Collected data entries:
--- START ---

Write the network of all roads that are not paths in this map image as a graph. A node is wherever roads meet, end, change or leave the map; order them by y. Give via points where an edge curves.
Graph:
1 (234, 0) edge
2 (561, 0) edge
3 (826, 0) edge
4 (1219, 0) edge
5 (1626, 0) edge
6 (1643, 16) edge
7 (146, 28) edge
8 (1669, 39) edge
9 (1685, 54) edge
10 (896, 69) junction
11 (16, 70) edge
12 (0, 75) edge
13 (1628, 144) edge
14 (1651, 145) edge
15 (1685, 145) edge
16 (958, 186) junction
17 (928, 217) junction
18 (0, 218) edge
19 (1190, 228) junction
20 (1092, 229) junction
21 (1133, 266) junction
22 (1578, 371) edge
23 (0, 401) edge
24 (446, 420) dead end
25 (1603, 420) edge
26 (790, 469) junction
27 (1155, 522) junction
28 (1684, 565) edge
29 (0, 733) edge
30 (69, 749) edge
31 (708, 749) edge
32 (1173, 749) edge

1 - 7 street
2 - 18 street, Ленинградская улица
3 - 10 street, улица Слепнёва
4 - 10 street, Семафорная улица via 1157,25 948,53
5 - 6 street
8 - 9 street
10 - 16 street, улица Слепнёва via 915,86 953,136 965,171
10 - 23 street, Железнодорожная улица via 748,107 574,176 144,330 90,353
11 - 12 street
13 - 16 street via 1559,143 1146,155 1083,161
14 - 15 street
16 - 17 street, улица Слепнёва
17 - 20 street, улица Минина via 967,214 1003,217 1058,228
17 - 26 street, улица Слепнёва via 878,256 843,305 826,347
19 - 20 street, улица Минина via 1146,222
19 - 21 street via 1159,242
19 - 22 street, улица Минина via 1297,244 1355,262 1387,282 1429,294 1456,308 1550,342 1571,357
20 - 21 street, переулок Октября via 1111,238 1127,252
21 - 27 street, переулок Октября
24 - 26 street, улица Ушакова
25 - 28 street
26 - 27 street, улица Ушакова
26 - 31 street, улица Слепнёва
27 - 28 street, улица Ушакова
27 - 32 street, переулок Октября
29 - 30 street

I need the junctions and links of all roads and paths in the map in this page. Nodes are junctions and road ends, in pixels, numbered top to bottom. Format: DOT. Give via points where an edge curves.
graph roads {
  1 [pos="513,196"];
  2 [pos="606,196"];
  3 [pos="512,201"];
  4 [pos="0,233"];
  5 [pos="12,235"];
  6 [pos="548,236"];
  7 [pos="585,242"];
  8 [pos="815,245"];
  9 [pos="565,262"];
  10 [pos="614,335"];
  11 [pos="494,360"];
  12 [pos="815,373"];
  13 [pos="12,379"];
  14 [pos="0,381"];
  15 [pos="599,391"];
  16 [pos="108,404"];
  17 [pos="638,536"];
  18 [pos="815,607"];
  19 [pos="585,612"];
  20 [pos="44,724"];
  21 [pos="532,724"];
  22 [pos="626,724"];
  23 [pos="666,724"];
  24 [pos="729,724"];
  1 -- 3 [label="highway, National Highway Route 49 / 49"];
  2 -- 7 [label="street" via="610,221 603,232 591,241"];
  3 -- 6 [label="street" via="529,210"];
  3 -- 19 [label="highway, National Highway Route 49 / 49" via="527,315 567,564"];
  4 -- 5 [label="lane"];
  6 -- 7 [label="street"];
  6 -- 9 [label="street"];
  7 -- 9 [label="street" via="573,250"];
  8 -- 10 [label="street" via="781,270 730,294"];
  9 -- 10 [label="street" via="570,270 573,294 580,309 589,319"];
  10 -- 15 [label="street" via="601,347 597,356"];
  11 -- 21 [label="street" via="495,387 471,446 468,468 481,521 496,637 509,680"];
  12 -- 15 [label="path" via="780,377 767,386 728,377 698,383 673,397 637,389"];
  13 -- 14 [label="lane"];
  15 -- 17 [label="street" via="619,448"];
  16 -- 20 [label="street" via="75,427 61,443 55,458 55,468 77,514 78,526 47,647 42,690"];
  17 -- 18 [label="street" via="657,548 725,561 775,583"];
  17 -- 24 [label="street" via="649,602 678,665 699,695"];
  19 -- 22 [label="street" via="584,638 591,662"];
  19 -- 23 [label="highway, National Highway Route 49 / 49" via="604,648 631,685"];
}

--- END ---

● YOUR INSTRUCTIONS:
From the first line to the last, return the data exactly as written.

● ANSWER SECTION:
Write the network of all roads that are not paths in this map image as a graph. A node is wherever roads meet, end, change or leave the map; order them by y. Give via points where an edge curves.
Graph:
1 (234, 0) edge
2 (561, 0) edge
3 (826, 0) edge
4 (1219, 0) edge
5 (1626, 0) edge
6 (1643, 16) edge
7 (146, 28) edge
8 (1669, 39) edge
9 (1685, 54) edge
10 (896, 69) junction
11 (16, 70) edge
12 (0, 75) edge
13 (1628, 144) edge
14 (1651, 145) edge
15 (1685, 145) edge
16 (958, 186) junction
17 (928, 217) junction
18 (0, 218) edge
19 (1190, 228) junction
20 (1092, 229) junction
21 (1133, 266) junction
22 (1578, 371) edge
23 (0, 401) edge
24 (446, 420) dead end
25 (1603, 420) edge
26 (790, 469) junction
27 (1155, 522) junction
28 (1684, 565) edge
29 (0, 733) edge
30 (69, 749) edge
31 (708, 749) edge
32 (1173, 749) edge

1 - 7 street
2 - 18 street, Ленинградская улица
3 - 10 street, улица Слепнёва
4 - 10 street, Семафорная улица via 1157,25 948,53
5 - 6 street
8 - 9 street
10 - 16 street, улица Слепнёва via 915,86 953,136 965,171
10 - 23 street, Железнодорожная улица via 748,107 574,176 144,330 90,353
11 - 12 street
13 - 16 street via 1559,143 1146,155 1083,161
14 - 15 street
16 - 17 street, улица Слепнёва
17 - 20 street, улица Минина via 967,214 1003,217 1058,228
17 - 26 street, улица Слепнёва via 878,256 843,305 826,347
19 - 20 street, улица Минина via 1146,222
19 - 21 street via 1159,242
19 - 22 street, улица Минина via 1297,244 1355,262 1387,282 1429,294 1456,308 1550,342 1571,357
20 - 21 street, переулок Октября via 1111,238 1127,252
21 - 27 street, переулок Октября
24 - 26 street, улица Ушакова
25 - 28 street
26 - 27 street, улица Ушакова
26 - 31 street, улица Слепнёва
27 - 28 street, улица Ушакова
27 - 32 street, переулок Октября
29 - 30 street

I need the junctions and links of all roads and paths in the map in this page. Nodes are junctions and road ends, in pixels, numbered top to bottom. Format: DOT. Give via points where an edge curves.
graph roads {
  1 [pos="513,196"];
  2 [pos="606,196"];
  3 [pos="512,201"];
  4 [pos="0,233"];
  5 [pos="12,235"];
  6 [pos="548,236"];
  7 [pos="585,242"];
  8 [pos="815,245"];
  9 [pos="565,262"];
  10 [pos="614,335"];
  11 [pos="494,360"];
  12 [pos="815,373"];
  13 [pos="12,379"];
  14 [pos="0,381"];
  15 [pos="599,391"];
  16 [pos="108,404"];
  17 [pos="638,536"];
  18 [pos="815,607"];
  19 [pos="585,612"];
  20 [pos="44,724"];
  21 [pos="532,724"];
  22 [pos="626,724"];
  23 [pos="666,724"];
  24 [pos="729,724"];
  1 -- 3 [label="highway, National Highway Route 49 / 49"];
  2 -- 7 [label="street" via="610,221 603,232 591,241"];
  3 -- 6 [label="street" via="529,210"];
  3 -- 19 [label="highway, National Highway Route 49 / 49" via="527,315 567,564"];
  4 -- 5 [label="lane"];
  6 -- 7 [label="street"];
  6 -- 9 [label="street"];
  7 -- 9 [label="street" via="573,250"];
  8 -- 10 [label="street" via="781,270 730,294"];
  9 -- 10 [label="street" via="570,270 573,294 580,309 589,319"];
  10 -- 15 [label="street" via="601,347 597,356"];
  11 -- 21 [label="street" via="495,387 471,446 468,468 481,521 496,637 509,680"];
  12 -- 15 [label="path" via="780,377 767,386 728,377 698,383 673,397 637,389"];
  13 -- 14 [label="lane"];
  15 -- 17 [label="street" via="619,448"];
  16 -- 20 [label="street" via="75,427 61,443 55,458 55,468 77,514 78,526 47,647 42,690"];
  17 -- 18 [label="street" via="657,548 725,561 775,583"];
  17 -- 24 [label="street" via="649,602 678,665 699,695"];
  19 -- 22 [label="street" via="584,638 591,662"];
  19 -- 23 [label="highway, National Highway Route 49 / 49" via="604,648 631,685"];
}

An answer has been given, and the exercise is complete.